«Ce jugement que nous avons porté avec une extrême prudence, est appuyé de l'avis d'un très grand nombre de dames…»

On trouve dans un autre jugement:

«Le chevalier, pour la fraude qui lui avait été faite, dénonça toute cette affaire à la comtesse de Champagne, et demanda humblement que ce délit fût soumis au jugement de la comtesse de Champagne et des autres dames.

«La comtesse, ayant appelé auprès d'elle soixante dames, rendit ce jugement,» etc.

André le chapelain, duquel nous tirons ces renseignements, rapporte que le code d'amour avait été publié par une cour composée d'un grand nombre de dames et de chevaliers.

André nous a conservé la supplique qui avait été adressée à la comtesse de Champagne, lorsqu'elle décida par la négative cette question: Le véritable amour peut-il exister entre époux?

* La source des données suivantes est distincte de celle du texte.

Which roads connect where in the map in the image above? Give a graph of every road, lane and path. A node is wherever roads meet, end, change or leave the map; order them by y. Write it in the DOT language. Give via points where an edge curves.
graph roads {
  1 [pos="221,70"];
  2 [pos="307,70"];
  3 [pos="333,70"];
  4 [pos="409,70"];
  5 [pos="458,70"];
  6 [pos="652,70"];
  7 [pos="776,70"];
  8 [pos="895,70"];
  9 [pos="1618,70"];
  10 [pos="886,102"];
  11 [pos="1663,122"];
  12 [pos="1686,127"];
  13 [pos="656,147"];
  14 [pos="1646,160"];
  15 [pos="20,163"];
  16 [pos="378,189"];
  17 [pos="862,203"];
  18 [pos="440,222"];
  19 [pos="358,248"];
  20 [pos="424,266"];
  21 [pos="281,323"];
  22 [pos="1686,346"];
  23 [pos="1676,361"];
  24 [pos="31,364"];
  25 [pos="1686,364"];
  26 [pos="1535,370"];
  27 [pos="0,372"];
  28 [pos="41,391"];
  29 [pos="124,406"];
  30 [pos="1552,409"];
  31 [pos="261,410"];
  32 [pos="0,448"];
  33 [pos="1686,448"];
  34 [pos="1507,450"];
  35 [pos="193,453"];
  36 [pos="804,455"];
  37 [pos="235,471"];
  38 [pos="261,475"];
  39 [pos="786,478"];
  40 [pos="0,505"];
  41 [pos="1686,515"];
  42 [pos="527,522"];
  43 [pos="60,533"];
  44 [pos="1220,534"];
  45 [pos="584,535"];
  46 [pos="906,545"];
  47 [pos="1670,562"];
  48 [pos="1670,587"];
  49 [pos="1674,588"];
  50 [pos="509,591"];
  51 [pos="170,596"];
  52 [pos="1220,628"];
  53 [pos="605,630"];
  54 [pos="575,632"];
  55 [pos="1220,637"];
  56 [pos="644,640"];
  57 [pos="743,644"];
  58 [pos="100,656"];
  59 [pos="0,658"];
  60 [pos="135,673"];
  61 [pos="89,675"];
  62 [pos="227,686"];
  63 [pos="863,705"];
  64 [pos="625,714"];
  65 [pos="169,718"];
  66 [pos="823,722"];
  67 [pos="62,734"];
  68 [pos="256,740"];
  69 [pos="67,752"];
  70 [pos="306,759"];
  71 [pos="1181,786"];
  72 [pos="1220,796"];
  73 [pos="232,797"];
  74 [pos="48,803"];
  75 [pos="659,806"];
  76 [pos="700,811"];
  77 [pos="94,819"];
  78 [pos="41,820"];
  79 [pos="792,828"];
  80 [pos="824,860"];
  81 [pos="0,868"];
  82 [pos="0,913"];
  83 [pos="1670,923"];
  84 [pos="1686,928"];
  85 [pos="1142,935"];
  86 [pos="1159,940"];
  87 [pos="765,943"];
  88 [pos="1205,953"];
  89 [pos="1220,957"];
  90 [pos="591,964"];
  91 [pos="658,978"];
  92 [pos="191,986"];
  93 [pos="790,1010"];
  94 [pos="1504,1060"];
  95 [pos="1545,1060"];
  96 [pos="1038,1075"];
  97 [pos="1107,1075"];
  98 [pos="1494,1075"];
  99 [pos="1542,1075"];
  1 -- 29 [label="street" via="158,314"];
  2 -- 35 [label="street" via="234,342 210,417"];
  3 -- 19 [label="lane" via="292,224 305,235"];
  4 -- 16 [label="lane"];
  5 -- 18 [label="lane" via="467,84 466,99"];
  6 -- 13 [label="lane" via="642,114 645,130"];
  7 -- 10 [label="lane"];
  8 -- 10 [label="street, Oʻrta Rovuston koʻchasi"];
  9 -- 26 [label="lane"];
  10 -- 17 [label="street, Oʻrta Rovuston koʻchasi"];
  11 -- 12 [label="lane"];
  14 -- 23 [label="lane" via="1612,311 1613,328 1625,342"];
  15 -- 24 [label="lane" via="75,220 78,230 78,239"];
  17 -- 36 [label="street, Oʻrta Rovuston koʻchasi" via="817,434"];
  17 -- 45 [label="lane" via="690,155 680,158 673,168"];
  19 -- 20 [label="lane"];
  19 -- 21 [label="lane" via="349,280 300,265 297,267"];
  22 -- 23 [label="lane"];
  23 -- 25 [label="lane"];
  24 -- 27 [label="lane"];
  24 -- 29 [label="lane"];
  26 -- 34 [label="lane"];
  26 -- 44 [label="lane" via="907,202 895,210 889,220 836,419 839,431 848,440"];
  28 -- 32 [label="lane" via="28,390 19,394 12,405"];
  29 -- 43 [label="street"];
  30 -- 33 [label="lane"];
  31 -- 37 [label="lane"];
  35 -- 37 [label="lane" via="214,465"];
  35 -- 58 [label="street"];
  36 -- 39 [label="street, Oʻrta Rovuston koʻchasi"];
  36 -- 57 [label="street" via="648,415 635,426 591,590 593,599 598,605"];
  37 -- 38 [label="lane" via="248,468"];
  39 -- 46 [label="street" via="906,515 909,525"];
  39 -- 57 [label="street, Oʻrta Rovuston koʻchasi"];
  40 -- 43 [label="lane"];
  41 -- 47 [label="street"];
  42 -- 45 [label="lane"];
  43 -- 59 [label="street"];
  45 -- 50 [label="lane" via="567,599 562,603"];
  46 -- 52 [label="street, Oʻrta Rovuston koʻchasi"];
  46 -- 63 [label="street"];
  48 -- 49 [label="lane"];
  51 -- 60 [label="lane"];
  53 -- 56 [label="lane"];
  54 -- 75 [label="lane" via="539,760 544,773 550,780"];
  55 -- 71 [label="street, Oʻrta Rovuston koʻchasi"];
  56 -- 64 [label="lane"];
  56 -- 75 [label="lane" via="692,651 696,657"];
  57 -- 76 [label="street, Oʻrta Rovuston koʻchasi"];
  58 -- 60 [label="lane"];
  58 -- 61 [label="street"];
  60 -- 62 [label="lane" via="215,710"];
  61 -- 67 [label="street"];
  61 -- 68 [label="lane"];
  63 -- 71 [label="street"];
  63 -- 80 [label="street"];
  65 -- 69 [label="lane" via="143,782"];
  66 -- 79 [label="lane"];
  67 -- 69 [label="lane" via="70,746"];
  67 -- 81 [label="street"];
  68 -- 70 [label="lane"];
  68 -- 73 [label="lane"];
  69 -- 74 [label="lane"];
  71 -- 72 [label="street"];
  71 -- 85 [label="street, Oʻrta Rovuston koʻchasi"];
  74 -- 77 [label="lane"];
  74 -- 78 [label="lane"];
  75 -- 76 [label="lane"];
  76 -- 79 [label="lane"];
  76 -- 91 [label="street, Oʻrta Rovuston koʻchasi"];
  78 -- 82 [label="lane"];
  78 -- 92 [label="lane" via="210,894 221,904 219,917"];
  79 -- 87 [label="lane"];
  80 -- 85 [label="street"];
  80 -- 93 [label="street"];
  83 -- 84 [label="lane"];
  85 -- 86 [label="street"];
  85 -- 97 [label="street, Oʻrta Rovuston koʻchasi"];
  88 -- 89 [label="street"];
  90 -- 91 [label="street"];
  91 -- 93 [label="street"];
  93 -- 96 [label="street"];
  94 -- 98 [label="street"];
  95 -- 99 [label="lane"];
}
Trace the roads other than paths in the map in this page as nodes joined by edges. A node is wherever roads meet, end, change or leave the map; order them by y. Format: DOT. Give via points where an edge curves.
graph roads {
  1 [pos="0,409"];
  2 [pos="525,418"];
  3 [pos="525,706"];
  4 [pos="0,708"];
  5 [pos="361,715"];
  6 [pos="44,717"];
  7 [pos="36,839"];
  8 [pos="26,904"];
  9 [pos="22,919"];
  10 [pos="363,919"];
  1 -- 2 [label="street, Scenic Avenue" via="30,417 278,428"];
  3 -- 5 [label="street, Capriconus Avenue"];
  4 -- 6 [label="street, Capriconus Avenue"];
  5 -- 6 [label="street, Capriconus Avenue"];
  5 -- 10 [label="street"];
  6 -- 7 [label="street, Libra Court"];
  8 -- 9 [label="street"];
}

Mais quelle était la peine encourue lorsqu'on n'obéissait pas aux arrêts des cours d'amour?

Nous voyons la cour de Gascogne ordonner que tel de ses jugements serait observé comme constitution perpétuelle, et que ces dames qui n'y obéiraient pas encourraient l'inimitié de toute dame honnête.

Jusqu'à quel point l'opinion sanctionnait-elle les arrêts des cours d'amour?

Y avait-il autant de honte à s'y soustraire qu'aujourd'hui à une affaire commandée par l'honneur?